***** Information supplied

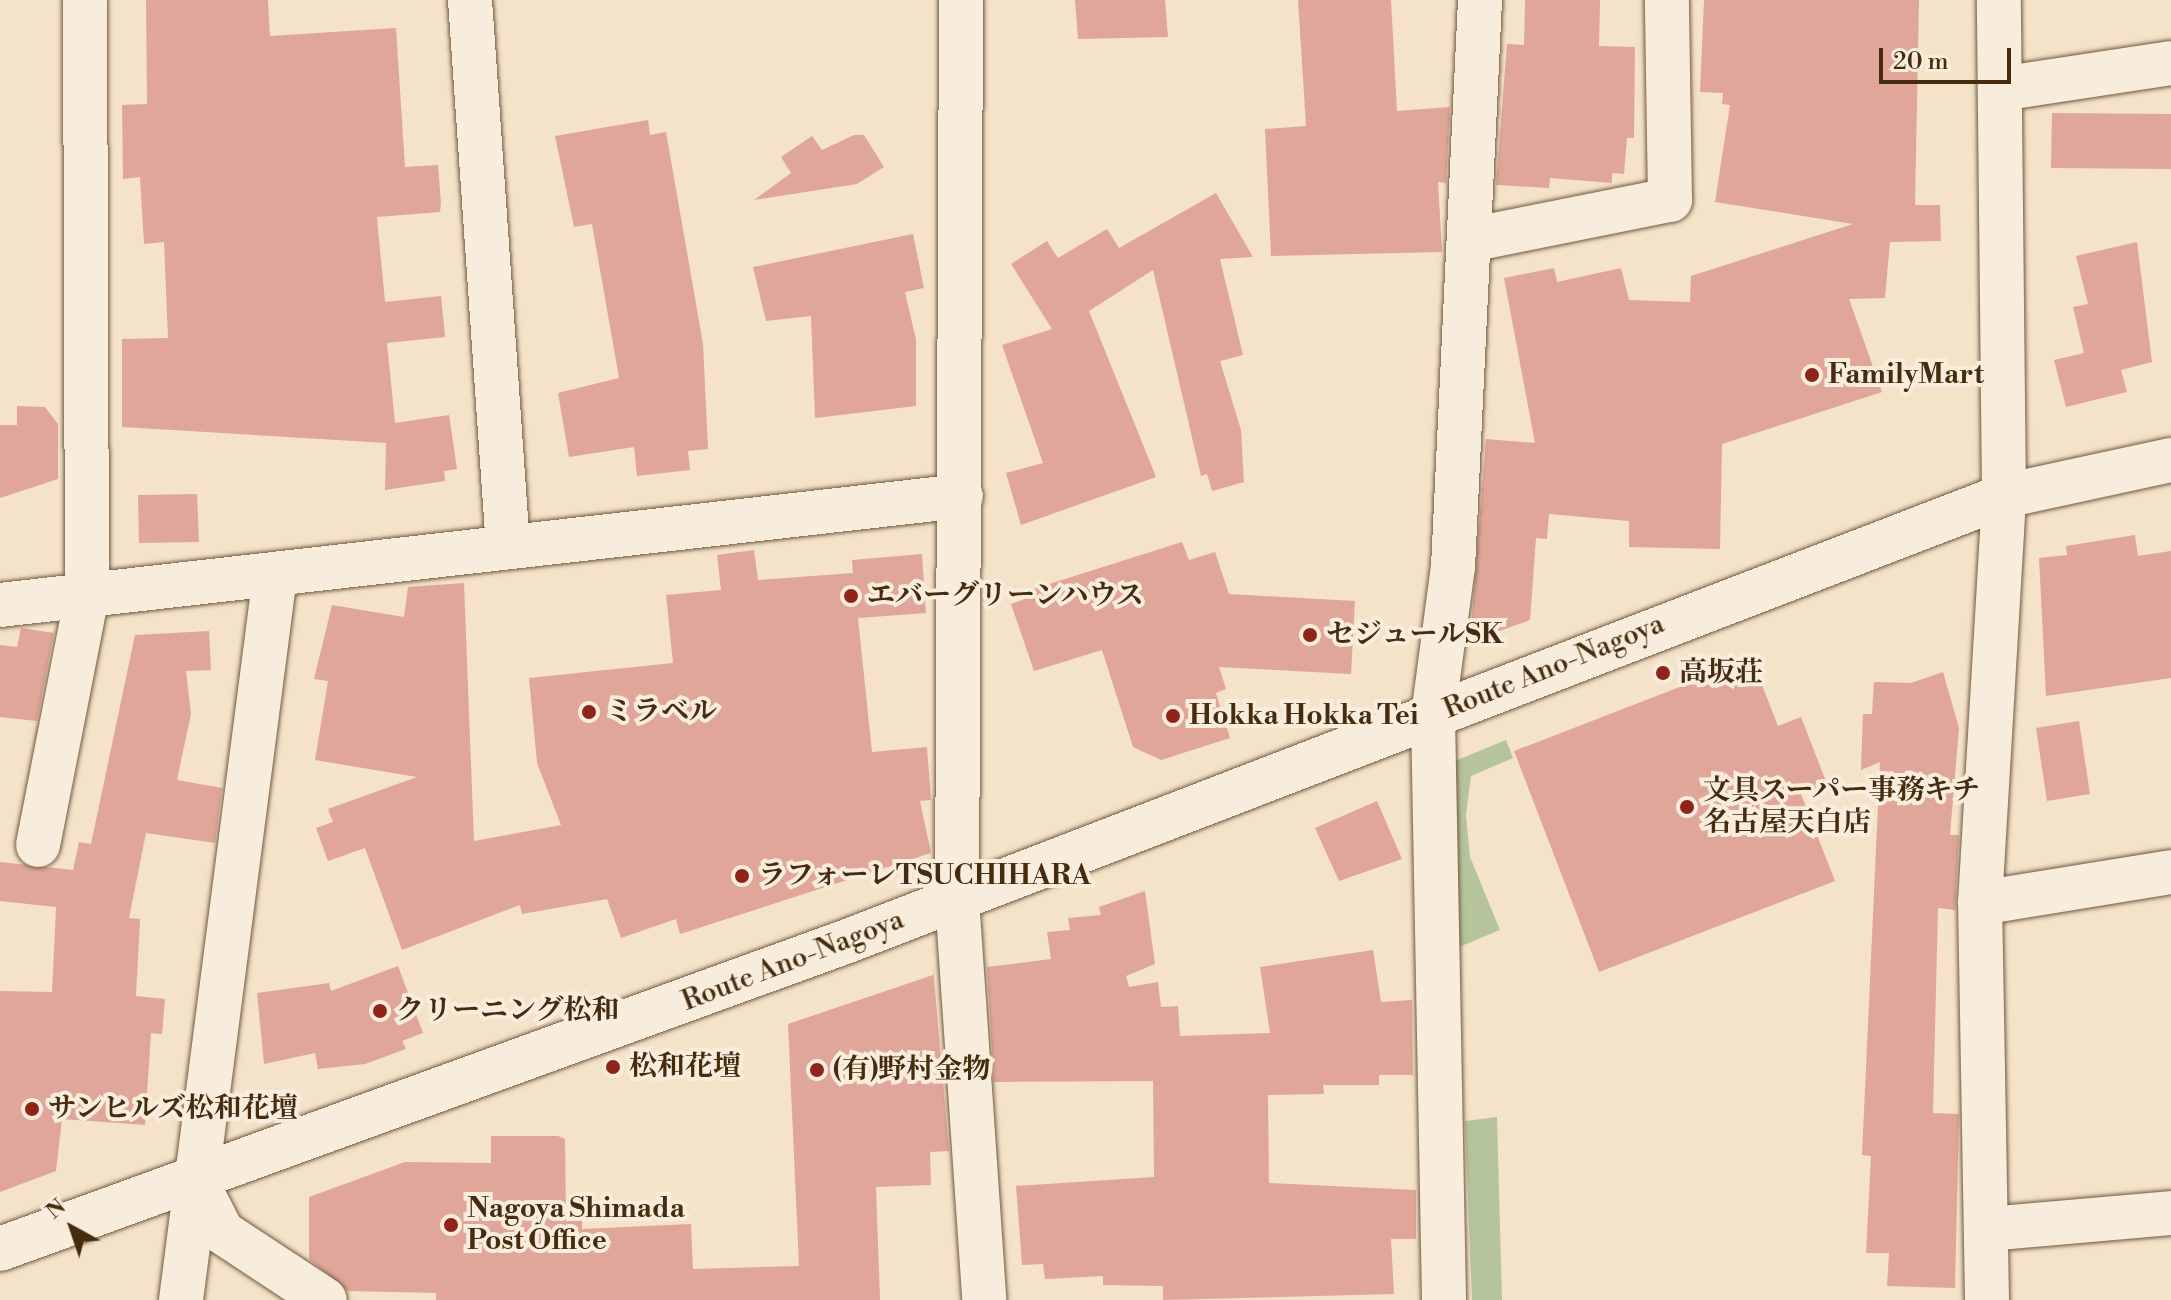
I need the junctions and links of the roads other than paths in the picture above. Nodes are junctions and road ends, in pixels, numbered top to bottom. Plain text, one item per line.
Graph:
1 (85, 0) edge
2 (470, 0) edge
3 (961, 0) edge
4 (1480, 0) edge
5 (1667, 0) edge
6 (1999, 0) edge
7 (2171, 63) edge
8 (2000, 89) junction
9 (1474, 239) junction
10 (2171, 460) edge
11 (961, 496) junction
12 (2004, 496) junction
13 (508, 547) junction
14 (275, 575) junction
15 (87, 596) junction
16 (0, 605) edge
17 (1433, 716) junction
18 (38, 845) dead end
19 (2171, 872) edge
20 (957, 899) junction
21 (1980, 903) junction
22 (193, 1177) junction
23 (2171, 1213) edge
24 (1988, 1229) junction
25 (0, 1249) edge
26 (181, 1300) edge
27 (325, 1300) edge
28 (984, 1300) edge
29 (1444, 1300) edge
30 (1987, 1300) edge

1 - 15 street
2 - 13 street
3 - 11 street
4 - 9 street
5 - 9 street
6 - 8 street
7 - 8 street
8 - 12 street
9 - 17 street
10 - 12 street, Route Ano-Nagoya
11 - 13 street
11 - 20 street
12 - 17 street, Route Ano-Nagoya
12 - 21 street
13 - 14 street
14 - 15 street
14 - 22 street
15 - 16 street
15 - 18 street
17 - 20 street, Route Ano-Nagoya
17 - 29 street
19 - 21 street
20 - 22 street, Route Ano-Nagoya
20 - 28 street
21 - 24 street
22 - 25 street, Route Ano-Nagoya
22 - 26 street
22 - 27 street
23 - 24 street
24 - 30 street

**********
***** Information supplied

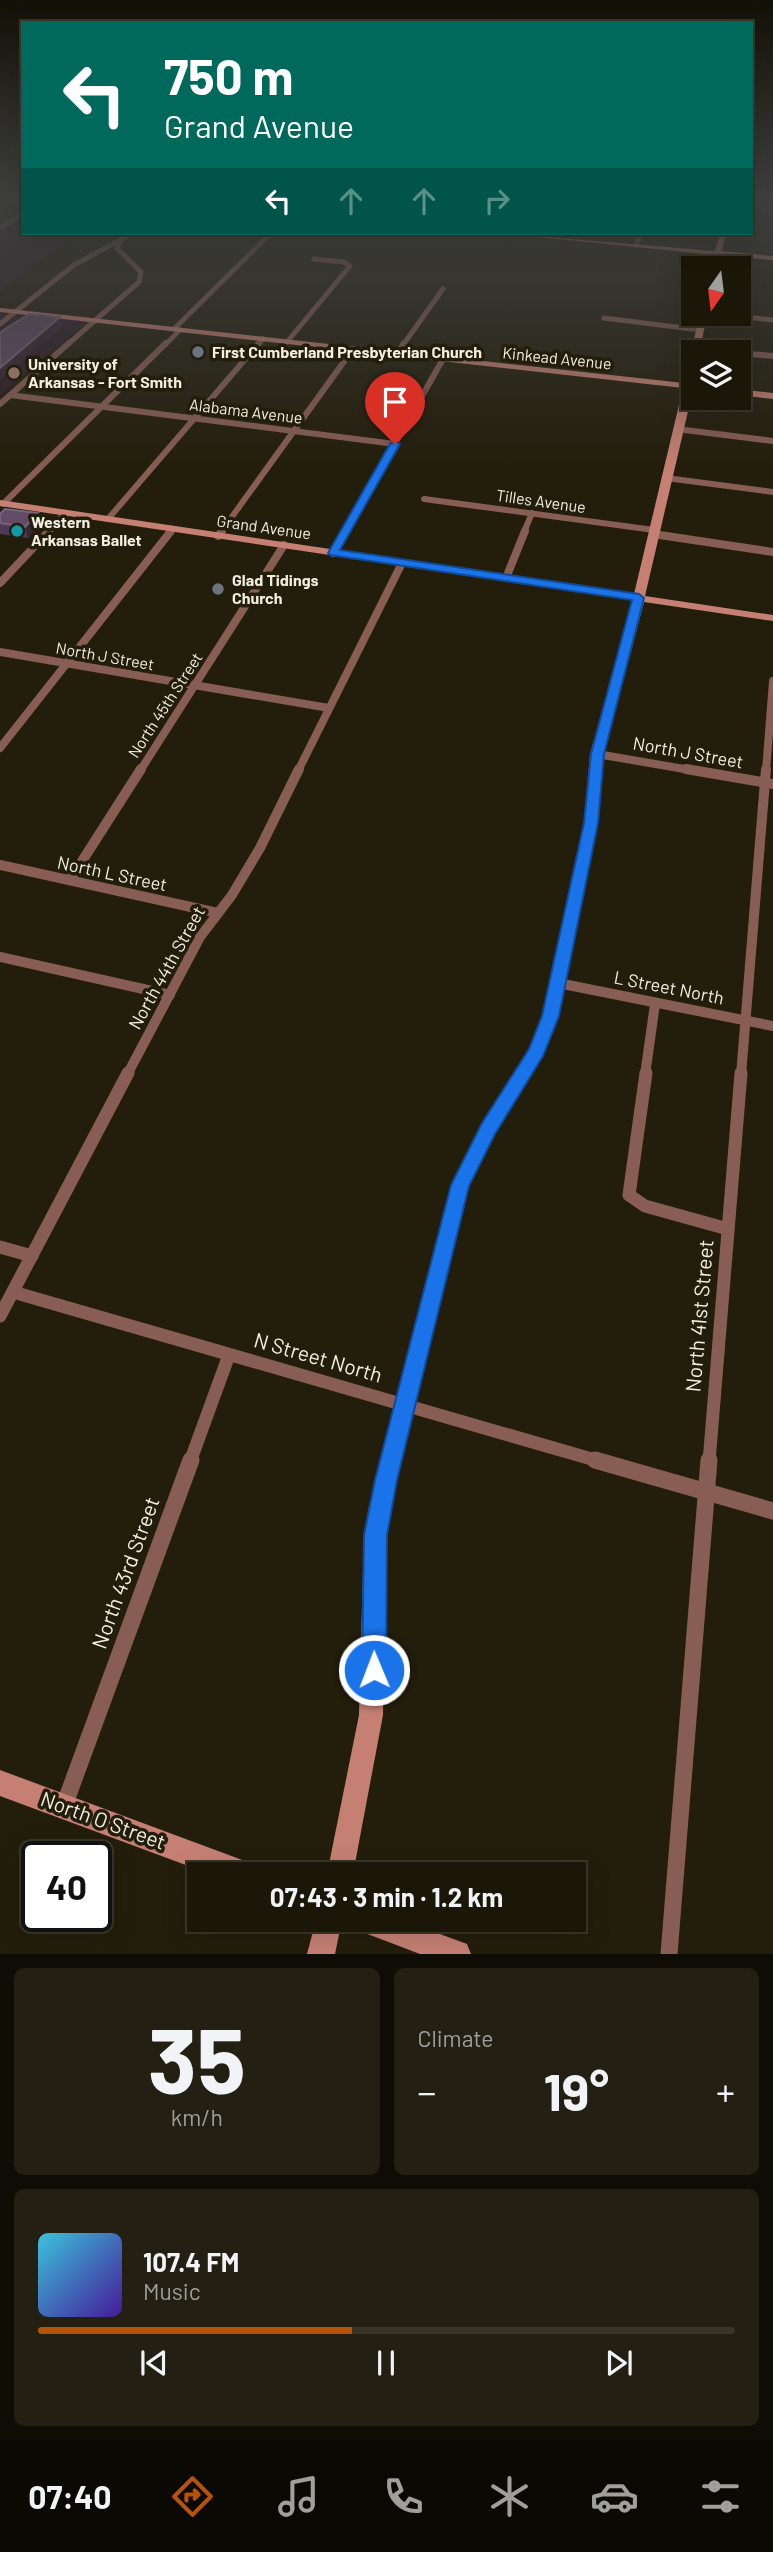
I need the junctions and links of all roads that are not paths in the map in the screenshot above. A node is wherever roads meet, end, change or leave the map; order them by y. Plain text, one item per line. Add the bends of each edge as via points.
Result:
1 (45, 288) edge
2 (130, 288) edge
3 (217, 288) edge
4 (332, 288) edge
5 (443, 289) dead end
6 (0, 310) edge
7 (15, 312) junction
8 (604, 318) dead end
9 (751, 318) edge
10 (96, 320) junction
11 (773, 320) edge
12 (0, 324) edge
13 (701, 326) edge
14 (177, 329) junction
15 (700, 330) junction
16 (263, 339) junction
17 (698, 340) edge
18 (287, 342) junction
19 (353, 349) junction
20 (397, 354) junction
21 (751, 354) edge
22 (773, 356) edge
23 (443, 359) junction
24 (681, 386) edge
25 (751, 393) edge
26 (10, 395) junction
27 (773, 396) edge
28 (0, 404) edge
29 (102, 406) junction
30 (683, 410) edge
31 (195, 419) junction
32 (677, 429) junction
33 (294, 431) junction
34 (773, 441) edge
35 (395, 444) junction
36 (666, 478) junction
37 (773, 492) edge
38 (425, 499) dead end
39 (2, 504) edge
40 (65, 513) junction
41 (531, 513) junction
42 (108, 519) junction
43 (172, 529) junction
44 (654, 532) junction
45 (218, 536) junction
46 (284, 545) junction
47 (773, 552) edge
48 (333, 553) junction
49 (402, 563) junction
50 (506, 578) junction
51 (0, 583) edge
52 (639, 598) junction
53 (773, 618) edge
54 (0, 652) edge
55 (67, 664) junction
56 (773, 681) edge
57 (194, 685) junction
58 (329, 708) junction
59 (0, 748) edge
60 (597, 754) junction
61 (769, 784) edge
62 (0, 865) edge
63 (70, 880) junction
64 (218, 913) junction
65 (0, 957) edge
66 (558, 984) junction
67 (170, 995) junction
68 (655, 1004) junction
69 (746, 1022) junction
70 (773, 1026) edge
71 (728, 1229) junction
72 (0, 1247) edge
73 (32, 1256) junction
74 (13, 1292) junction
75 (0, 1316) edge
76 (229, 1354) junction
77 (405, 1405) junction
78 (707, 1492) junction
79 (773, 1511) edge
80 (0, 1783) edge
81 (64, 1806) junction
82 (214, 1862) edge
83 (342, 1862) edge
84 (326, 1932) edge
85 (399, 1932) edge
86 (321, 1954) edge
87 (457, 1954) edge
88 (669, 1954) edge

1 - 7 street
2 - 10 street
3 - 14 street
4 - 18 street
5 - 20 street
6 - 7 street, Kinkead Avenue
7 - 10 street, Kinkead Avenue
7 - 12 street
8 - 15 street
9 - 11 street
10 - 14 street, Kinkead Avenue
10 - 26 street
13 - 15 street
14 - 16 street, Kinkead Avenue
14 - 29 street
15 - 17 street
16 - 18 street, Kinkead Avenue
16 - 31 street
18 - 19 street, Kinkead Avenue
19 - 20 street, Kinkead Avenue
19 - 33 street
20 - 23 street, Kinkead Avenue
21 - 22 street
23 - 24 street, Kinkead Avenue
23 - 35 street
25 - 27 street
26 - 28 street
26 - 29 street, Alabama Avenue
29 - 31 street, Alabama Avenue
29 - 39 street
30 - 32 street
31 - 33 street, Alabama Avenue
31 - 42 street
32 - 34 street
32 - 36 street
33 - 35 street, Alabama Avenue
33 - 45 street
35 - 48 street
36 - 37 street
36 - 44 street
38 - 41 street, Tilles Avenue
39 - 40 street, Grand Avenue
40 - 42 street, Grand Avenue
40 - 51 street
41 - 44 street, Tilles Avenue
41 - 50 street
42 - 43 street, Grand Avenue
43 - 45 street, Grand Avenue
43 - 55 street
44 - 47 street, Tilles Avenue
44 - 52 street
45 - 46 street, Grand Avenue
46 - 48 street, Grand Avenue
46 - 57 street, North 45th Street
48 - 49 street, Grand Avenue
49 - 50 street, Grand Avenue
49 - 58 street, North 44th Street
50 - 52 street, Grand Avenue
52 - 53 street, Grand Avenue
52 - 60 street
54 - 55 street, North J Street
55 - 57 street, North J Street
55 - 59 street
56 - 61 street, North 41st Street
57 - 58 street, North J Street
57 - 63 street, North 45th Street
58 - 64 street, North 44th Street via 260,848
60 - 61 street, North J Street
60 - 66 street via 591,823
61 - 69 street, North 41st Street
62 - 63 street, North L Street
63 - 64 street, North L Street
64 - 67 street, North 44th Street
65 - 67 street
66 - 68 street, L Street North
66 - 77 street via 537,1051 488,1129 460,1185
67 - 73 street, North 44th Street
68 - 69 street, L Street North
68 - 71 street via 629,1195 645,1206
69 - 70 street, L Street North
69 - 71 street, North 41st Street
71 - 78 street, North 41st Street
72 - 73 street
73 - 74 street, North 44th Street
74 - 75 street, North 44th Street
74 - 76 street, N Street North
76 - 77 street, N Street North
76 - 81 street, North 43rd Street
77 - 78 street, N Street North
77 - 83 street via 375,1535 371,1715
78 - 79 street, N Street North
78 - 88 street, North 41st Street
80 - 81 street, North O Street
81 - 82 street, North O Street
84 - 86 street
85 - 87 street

**********

Work to be completed: All lines above containing the string "item": copy each one.

Finished task:
I need the junctions and links of the roads other than paths in the picture above. Nodes are junctions and road ends, in pixels, numbered top to bottom. Plain text, one item per line.
I need the junctions and links of all roads that are not paths in the map in the screenshot above. A node is wherever roads meet, end, change or leave the map; order them by y. Plain text, one item per line. Add the bends of each edge as via points.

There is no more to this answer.